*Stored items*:
*****
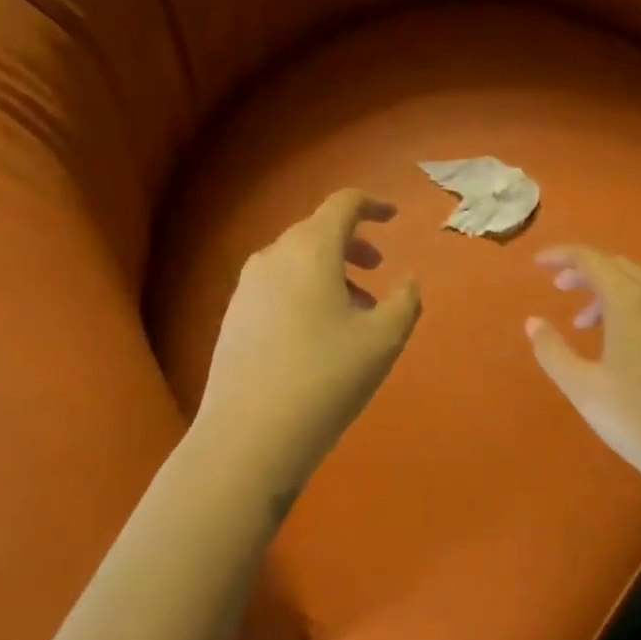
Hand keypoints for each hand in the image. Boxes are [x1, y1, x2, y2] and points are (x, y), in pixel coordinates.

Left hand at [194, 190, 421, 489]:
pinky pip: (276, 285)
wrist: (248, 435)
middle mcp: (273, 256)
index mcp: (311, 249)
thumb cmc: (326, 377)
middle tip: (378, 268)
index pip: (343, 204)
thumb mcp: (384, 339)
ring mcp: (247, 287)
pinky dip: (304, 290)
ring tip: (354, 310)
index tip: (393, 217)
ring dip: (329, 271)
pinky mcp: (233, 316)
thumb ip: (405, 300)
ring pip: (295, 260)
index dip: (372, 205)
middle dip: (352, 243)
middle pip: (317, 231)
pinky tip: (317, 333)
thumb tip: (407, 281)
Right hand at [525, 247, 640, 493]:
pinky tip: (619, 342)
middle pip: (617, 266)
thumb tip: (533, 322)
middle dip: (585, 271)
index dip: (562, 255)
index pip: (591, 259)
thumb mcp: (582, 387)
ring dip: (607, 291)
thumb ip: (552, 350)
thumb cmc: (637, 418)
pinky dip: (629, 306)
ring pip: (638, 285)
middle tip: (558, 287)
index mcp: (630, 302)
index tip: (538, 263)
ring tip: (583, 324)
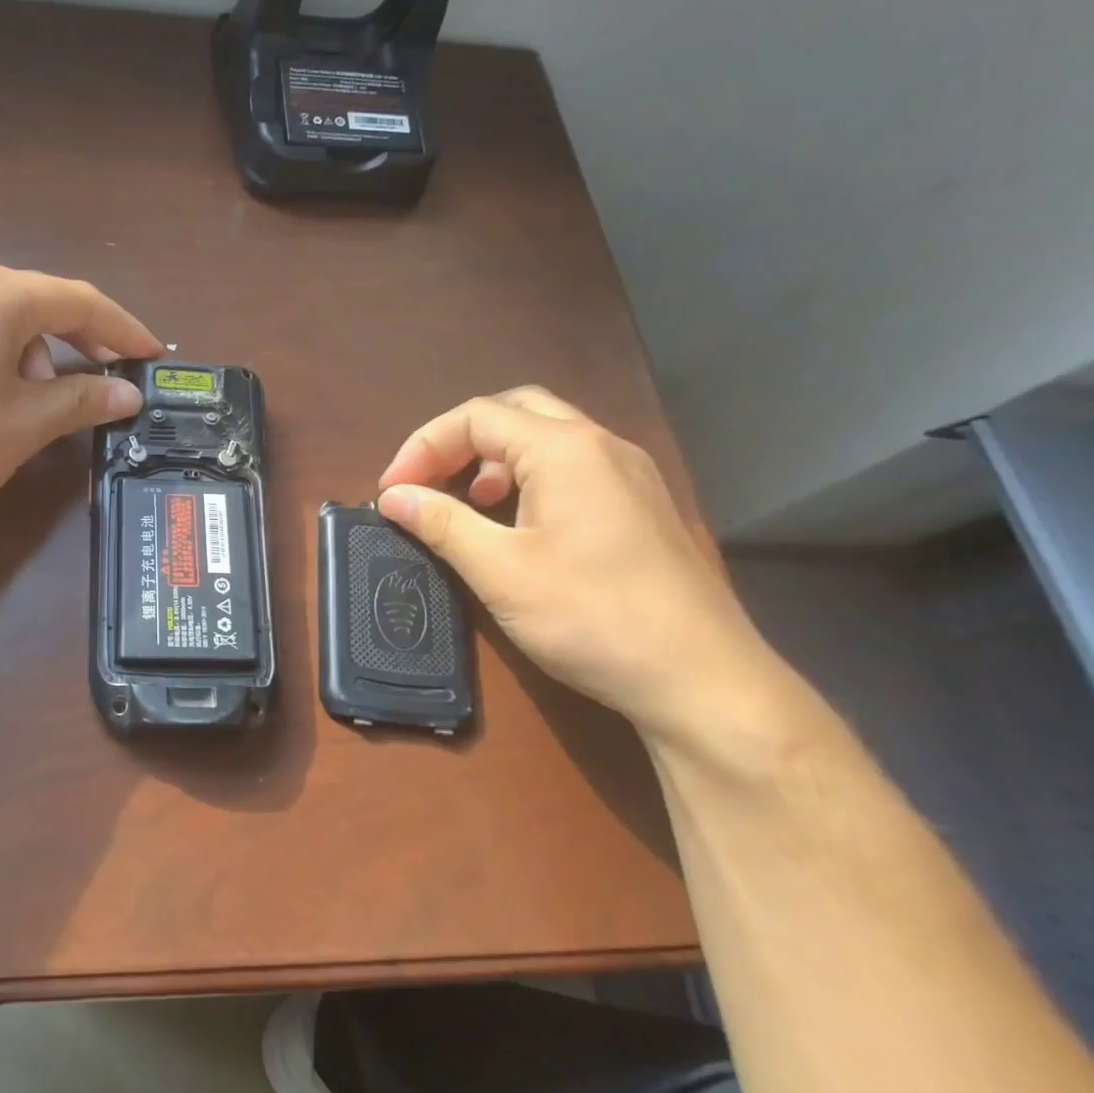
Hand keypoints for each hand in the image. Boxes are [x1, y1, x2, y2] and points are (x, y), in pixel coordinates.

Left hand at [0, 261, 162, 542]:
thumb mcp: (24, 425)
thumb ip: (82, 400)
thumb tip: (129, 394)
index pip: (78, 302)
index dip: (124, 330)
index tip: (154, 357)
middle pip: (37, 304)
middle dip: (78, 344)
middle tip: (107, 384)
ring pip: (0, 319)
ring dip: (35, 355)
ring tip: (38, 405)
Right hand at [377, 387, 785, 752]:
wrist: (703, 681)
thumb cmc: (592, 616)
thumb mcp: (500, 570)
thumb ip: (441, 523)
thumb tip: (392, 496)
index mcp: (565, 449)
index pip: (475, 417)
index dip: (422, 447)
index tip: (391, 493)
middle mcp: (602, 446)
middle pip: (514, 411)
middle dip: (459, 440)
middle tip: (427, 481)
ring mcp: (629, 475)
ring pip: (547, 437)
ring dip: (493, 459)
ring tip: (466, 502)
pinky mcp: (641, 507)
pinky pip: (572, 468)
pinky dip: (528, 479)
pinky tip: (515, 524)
*****
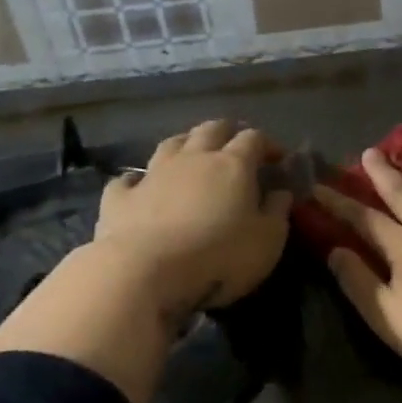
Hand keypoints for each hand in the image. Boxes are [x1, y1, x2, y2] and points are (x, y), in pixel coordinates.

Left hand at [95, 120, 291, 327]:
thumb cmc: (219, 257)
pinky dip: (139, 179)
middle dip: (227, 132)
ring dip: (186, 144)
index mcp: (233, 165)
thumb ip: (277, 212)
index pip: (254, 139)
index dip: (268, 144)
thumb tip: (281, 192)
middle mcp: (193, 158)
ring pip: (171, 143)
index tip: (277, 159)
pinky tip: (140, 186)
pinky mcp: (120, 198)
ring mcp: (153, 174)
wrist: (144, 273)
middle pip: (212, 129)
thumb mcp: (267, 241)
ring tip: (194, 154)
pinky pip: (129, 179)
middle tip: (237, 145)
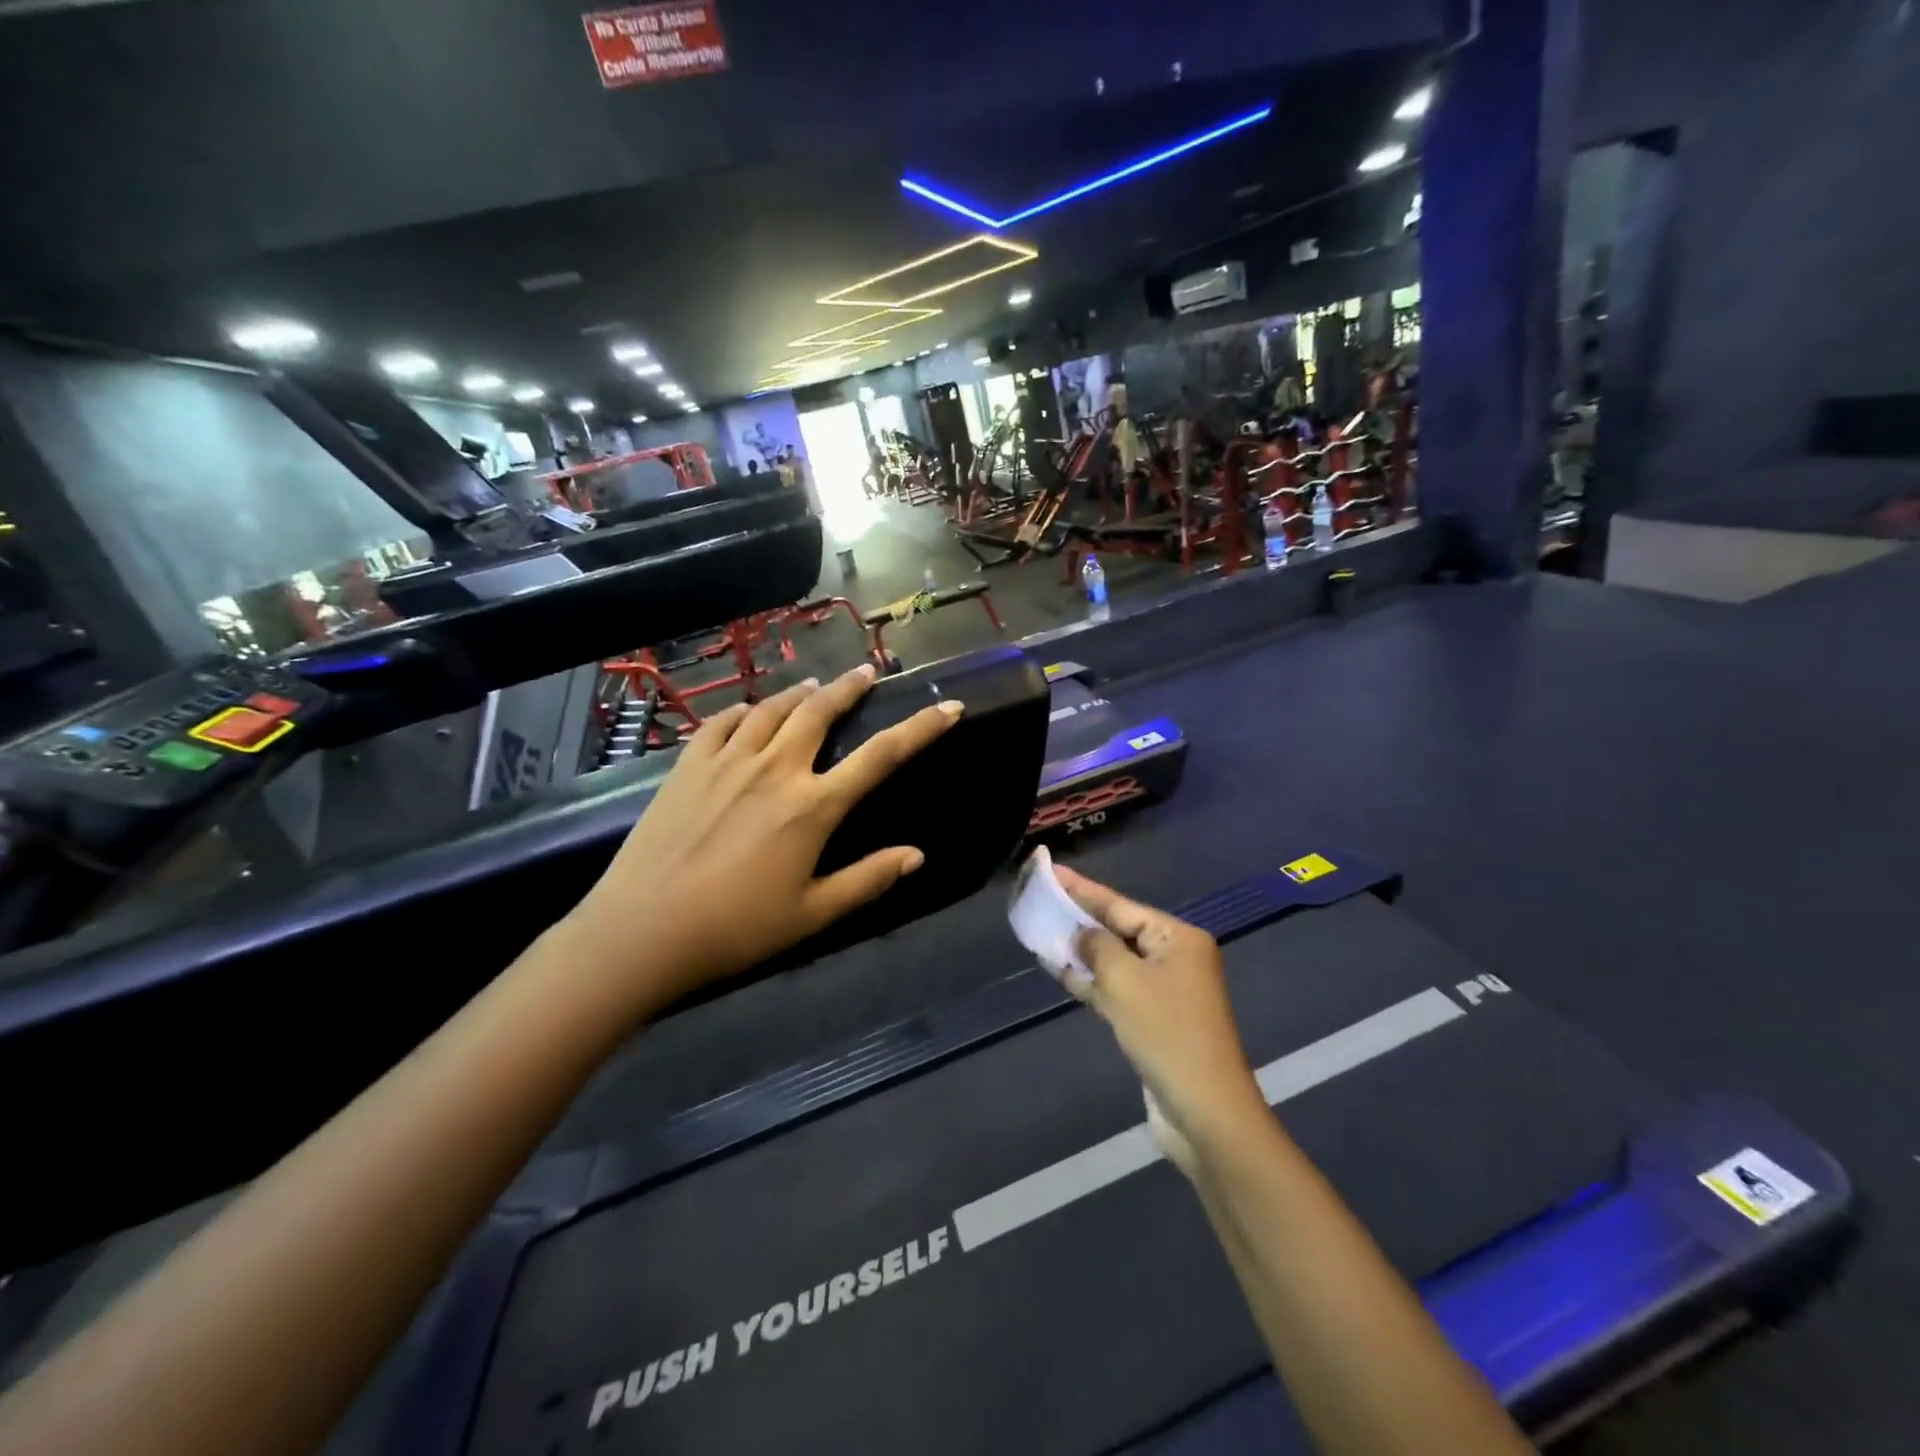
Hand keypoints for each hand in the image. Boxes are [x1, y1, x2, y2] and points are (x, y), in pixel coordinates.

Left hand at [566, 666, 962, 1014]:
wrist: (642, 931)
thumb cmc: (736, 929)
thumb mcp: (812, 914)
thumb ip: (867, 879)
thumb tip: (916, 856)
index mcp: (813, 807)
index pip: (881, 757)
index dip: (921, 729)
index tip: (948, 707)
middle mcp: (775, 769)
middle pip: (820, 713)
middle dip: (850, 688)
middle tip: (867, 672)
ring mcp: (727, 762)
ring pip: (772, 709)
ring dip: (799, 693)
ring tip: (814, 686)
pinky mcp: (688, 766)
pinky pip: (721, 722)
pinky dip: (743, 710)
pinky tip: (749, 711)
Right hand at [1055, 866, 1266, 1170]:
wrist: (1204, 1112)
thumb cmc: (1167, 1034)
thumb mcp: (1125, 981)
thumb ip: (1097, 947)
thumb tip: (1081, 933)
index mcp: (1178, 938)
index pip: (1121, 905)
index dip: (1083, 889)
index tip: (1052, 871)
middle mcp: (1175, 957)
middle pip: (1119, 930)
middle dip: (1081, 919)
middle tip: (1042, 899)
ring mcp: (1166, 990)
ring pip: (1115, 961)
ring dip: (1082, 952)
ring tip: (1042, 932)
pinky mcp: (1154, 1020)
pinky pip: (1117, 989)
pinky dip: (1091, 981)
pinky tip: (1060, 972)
*****
*DESCRIPTION OF THE TASK*: Of the records above, print only the lines from the one containing "middle pip: (617, 266)" through the one containing "wrist: (703, 681)", inclusive and unaltered, leaving out pictures.

*EXPECTED ANSWER*:
middle pip: (617, 266)
thumb tip: (533, 322)
middle dip: (585, 271)
index dip: (562, 255)
index pip: (591, 259)
thumb mcp: (582, 387)
ring dip: (607, 291)
thumb ip: (552, 350)
thumb cmc: (637, 418)
pinky dip: (629, 306)
ring pip: (638, 285)
middle tip: (558, 287)
index mcp: (630, 302)
index tip: (538, 263)
ring tip: (583, 324)
Hand keypoints for each hand in the image. Boxes are [x1, y1, x2, y2] and points are (x, y), in pixel coordinates.

Left hand at [0, 261, 162, 542]:
thumb mcp: (24, 425)
thumb ip: (82, 400)
thumb tip: (129, 394)
index pip: (78, 302)
index dip: (124, 330)
index tip: (154, 357)
middle pip: (37, 304)
middle dip: (78, 344)
middle tip: (107, 384)
ring pip: (0, 319)
ring dip: (35, 355)
ring tip: (38, 405)
Right hand at [377, 387, 785, 752]:
wrist: (703, 681)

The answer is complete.